Atualmente, esse tipo de medição só pode ser feito pelos telescópios espaciais Kepler e Corot, mas não com a precisão que o Plato oferecerá.

Participação brasileira

Depois de lançado, o telescópio passará três anos coletando dados até que a análise da informação comece. Quando essa etapa chegar, os cientistas brasileiros envolvidos no projeto, que já participam ativamente da preparação da missão, terão que arregaçar ainda mais as mangas.

O trabalho brasileiro será direcionado para a identificação de estrelas semelhantes ao nosso Sol que possam servir de base do sistema solar de um planeta habitável. “Iremos explorar a física relacionada com a atividade magnética das gêmeas e análogas solares, bem como sua evolução temporal”, conta Nascimento Jr.

Exoplanetas
Já são conhecidos mais de mil planetas fora de nosso Sistema Solar, mas nenhum deles parece ser habitável. (foto: ESA/ C. Carreau)

Os brasileiros já têm ampla experiência no estudo dessas estrelas. A primeira gêmea solar observada, a 18 Scorpii, foi identificada por um cientista daqui, o astrônomo Gustavo Mello, da Universidade Federal do Rio de Janeiro (UFRJ), em 1997. De lá para cá, pesquisadores de instituições nacionais identificaram cinco das cerca de 20 estrelas desse gênero conhecidas, entre as mais recentes, a HIP 102152.

Planeta solitário?

Em última instância, o que a missão Plato procura responder é se estamos sozinhos no universo como único planeta habitado ou não.

Em última instância, o que a missão Plato procura responder é se estamos sozinhos no universo como único planeta habitado ou não

Os dados do satélite servirão para uma espécie de triagem de potenciais sistemas solares habitáveis que poderão ser mais bem analisados com telescópios hoje ainda em construção, como o ELT (Extremely Large Telescope). Esse equipamento será capaz de determinar a composição da atmosfera de um exoplaneta e ajudar os cientistas a ter mais clareza sobre a presença de vida.

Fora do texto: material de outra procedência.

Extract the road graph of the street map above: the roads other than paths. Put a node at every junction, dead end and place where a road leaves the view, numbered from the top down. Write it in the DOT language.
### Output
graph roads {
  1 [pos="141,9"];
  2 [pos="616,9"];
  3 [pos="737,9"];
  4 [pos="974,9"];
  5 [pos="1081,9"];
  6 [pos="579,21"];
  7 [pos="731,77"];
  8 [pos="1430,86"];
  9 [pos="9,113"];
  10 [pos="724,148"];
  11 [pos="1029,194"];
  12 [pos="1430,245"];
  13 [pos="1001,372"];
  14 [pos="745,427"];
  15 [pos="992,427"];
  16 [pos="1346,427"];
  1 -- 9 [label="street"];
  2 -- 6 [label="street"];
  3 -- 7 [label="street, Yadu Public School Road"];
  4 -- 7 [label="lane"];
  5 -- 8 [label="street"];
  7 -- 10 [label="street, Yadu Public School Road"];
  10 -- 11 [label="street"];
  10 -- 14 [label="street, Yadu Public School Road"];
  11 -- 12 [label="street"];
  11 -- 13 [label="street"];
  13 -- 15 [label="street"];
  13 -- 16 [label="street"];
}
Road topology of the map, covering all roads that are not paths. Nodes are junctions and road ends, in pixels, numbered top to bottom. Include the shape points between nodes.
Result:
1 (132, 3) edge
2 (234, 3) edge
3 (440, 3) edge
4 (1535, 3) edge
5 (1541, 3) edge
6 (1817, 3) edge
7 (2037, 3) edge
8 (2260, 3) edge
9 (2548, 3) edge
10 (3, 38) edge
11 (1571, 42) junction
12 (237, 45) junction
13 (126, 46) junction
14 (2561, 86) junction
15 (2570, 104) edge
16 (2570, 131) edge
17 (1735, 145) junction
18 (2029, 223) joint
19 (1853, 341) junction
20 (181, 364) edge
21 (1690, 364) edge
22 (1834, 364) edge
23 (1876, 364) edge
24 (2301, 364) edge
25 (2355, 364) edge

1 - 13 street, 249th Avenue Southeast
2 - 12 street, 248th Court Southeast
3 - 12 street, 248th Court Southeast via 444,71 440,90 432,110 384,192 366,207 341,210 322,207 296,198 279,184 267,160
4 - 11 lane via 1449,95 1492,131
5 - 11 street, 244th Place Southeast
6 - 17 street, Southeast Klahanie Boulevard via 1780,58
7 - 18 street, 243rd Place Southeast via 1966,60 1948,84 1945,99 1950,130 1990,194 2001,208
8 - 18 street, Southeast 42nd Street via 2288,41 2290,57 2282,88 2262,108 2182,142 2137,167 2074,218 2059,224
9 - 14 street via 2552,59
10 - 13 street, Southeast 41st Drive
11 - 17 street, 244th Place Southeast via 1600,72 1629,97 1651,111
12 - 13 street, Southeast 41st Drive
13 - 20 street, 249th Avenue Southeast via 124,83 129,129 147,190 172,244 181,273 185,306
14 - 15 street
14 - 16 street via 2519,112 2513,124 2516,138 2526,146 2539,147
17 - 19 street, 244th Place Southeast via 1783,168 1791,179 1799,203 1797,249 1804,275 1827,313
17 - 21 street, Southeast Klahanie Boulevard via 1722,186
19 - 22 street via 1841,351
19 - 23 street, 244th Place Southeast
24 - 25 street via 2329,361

“Plato está em perfeita sinergia com os supertelescópios que vêm sendo construídos recentemente; com eles poderemos encontrar novos planetas Terra e, possivelmente, vida, para enfim responder a indagação de como evoluímos e como permanecemos aqui neste planeta azul em torno desta estrela chamada Sol”, comenta Nascimento Jr. E completa: “Seria o Sistema Solar uma raridade na galáxia?”